Problem description :: Lines with the word "dead" in them are the ones to copy from the records.

####################

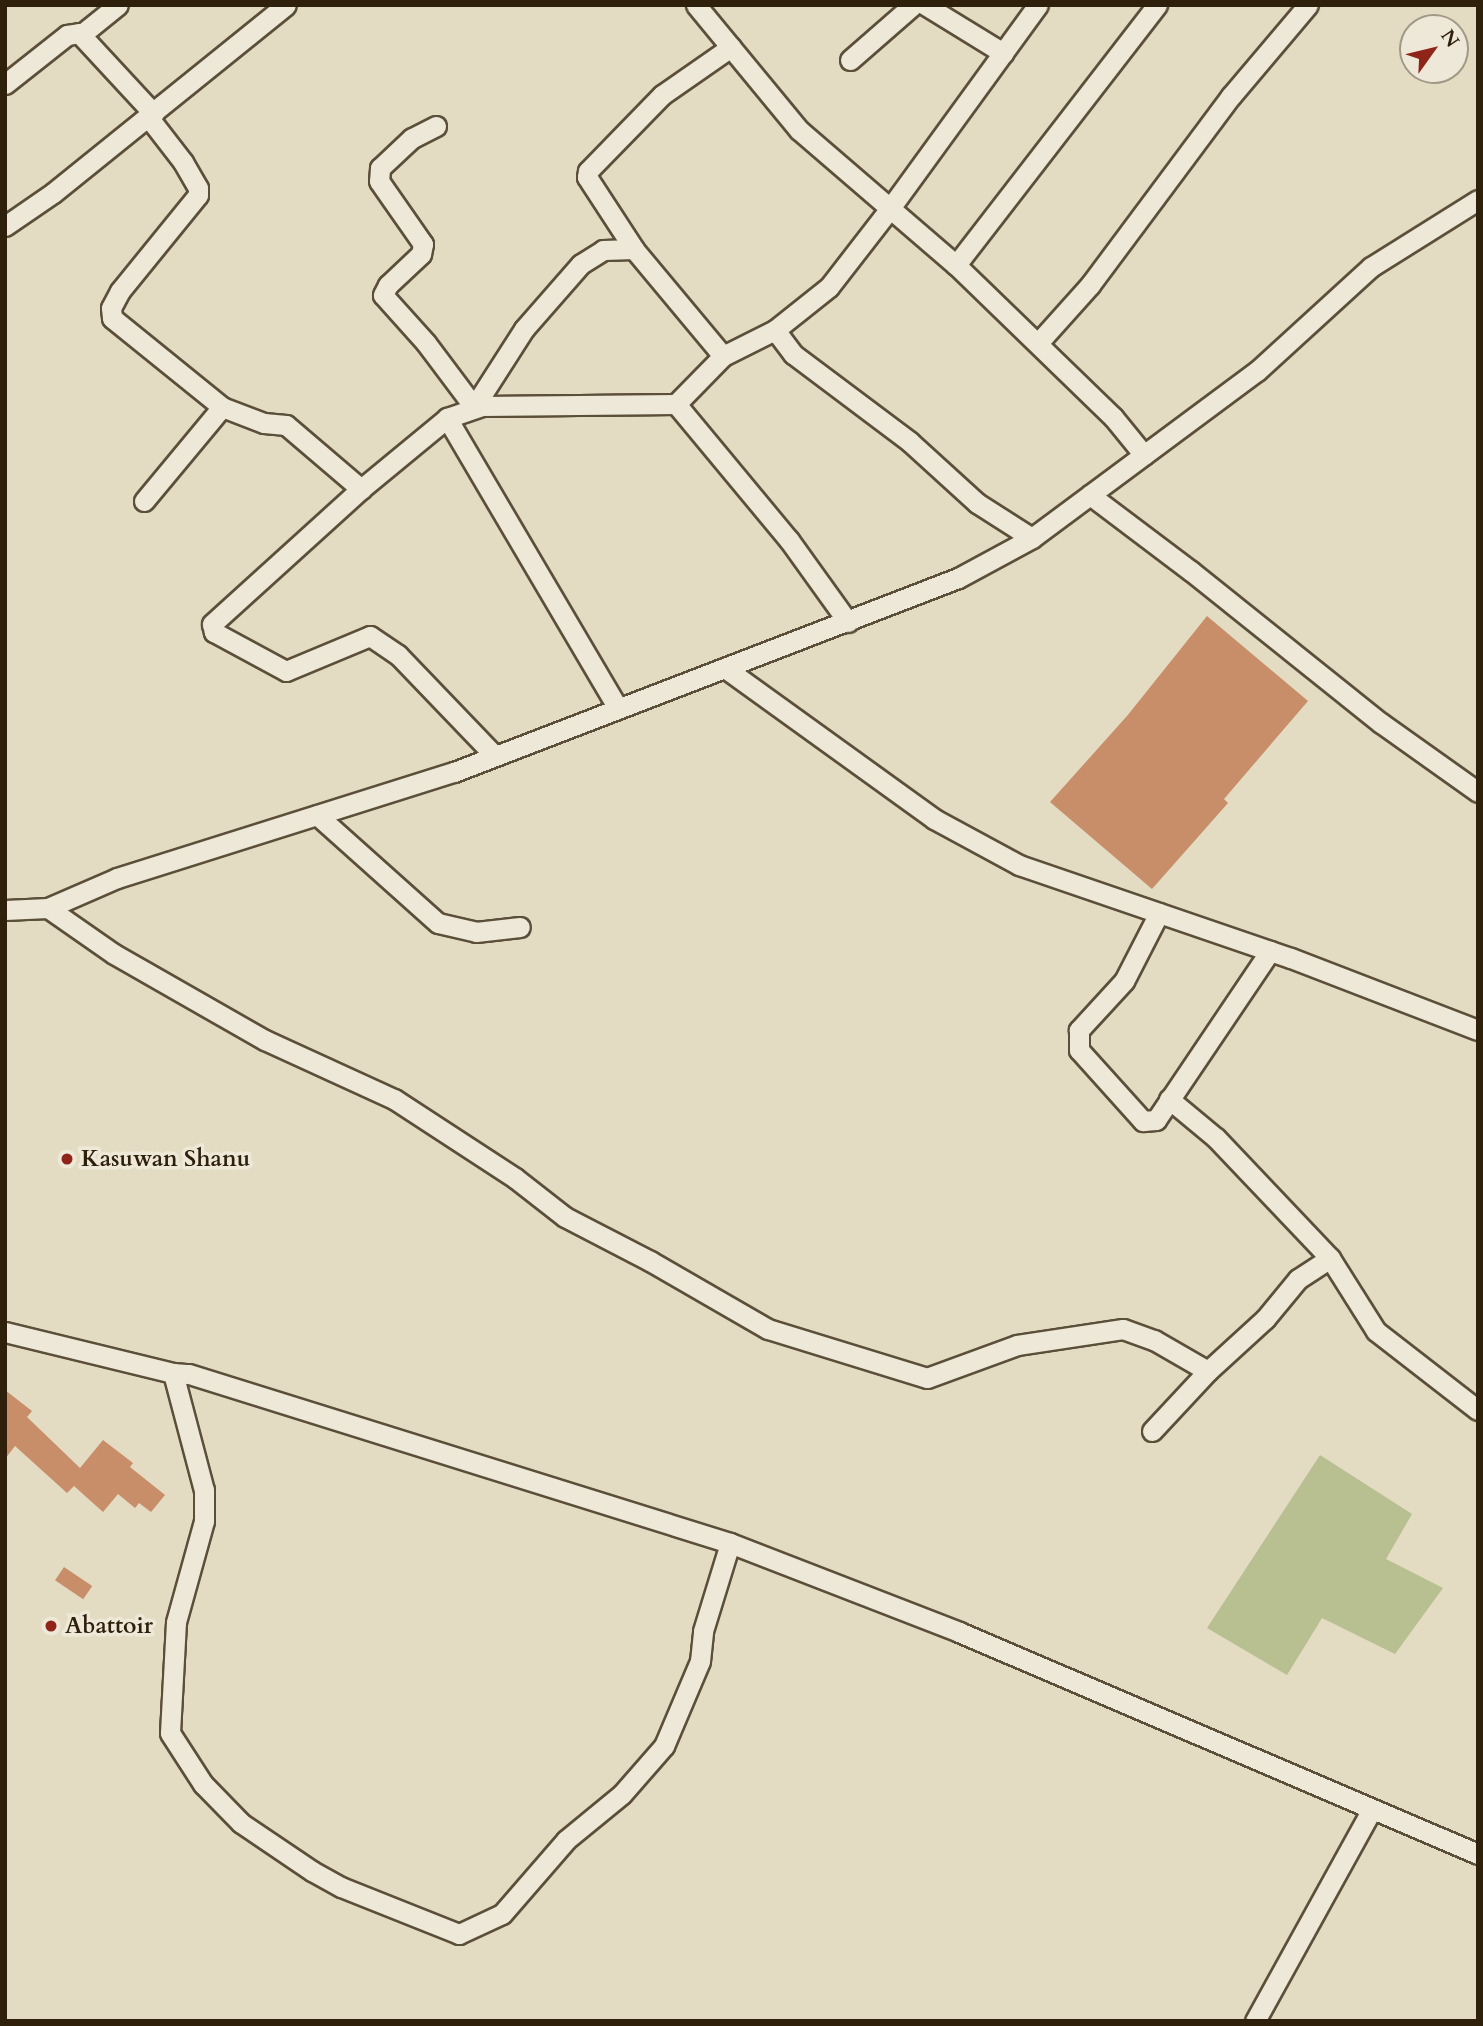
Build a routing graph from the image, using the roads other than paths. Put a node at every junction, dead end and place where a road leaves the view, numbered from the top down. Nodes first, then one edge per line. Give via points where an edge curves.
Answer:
1 (118, 5) edge
2 (696, 5) edge
3 (913, 5) edge
4 (925, 5) edge
5 (1038, 5) edge
6 (1157, 5) edge
7 (1308, 5) edge
8 (276, 8) edge
9 (82, 34) junction
10 (731, 47) junction
11 (1003, 53) junction
12 (850, 60) dead end
13 (8, 75) edge
14 (151, 116) junction
15 (436, 126) dead end
16 (1478, 200) edge
17 (891, 207) junction
18 (5, 226) edge
19 (634, 249) junction
20 (957, 265) junction
21 (775, 330) junction
22 (1038, 343) junction
23 (723, 356) junction
24 (676, 404) junction
25 (222, 407) junction
26 (474, 407) junction
27 (447, 418) junction
28 (1144, 455) junction
29 (361, 489) junction
30 (1090, 495) junction
31 (144, 501) dead end
32 (1032, 538) junction
33 (848, 622) junction
34 (725, 668) junction
35 (618, 708) junction
36 (495, 756) junction
37 (1478, 792) edge
38 (317, 815) junction
39 (48, 908) junction
40 (5, 910) edge
41 (1158, 913) junction
42 (520, 927) dead end
43 (1270, 951) junction
44 (1478, 1030) edge
45 (1169, 1099) junction
46 (1330, 1258) junction
47 (5, 1332) edge
48 (1208, 1371) junction
49 (173, 1374) junction
50 (1478, 1409) edge
51 (1152, 1432) dead end
52 (730, 1543) junction
53 (1372, 1809) junction
54 (1478, 1854) edge
55 (1255, 2021) edge

1 - 9 street
2 - 10 street
3 - 12 street
4 - 11 street
5 - 11 street
6 - 20 street
7 - 22 street via 1231,96 1090,285
8 - 14 street
9 - 13 street via 67,35
9 - 14 street
10 - 17 street via 799,130
10 - 19 street via 662,95 588,171 590,185
11 - 17 street
14 - 18 street
14 - 25 street via 183,162 198,195 120,291 111,308 112,318
15 - 26 street via 412,138 380,168 379,181 422,244 421,254 383,295
16 - 28 street via 1371,267 1257,371
17 - 20 street
17 - 21 street via 829,287
19 - 23 street
19 - 26 street via 603,250 581,264 524,329
20 - 22 street
21 - 23 street
21 - 32 street via 793,355 910,442 977,503
22 - 28 street via 1113,417
23 - 24 street
24 - 26 street
24 - 33 street via 789,540
25 - 29 street via 264,423 286,425
25 - 31 street
26 - 27 street
27 - 29 street
27 - 35 street
28 - 30 street
29 - 36 street via 212,627 286,671 370,636 398,655
30 - 32 street
30 - 37 street via 1381,723
32 - 33 street via 958,578
33 - 34 street
34 - 35 street
34 - 41 street via 934,819 1018,865
35 - 36 street
36 - 38 street
38 - 39 street via 117,878
38 - 42 street via 438,923 476,932
39 - 40 street
39 - 48 street via 114,954 265,1040 394,1099 515,1178 565,1217 768,1328 927,1378 1017,1345 1123,1329 1154,1340
41 - 43 street
41 - 45 street via 1124,981 1079,1030 1079,1050 1143,1121 1156,1120
43 - 44 street
43 - 45 street
45 - 46 street via 1216,1138
46 - 48 street via 1298,1279 1265,1318
46 - 50 street via 1376,1331
47 - 49 street
48 - 51 street
49 - 52 street via 189,1374
49 - 52 street via 204,1490 204,1510 176,1622 170,1733 203,1784 241,1823 341,1887 459,1934 502,1914 566,1840 622,1794 664,1746 700,1661 703,1631
52 - 53 street via 959,1632
53 - 54 street
53 - 55 street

####################

Expected answer ::
Build a routing graph from the image, using the roads other than paths. Put a node at every junction, dead end and place where a road leaves the view, numbered from the top down. Nodes first, then one edge per line. Give via points where an edge curves.
12 (850, 60) dead end
15 (436, 126) dead end
31 (144, 501) dead end
42 (520, 927) dead end
51 (1152, 1432) dead end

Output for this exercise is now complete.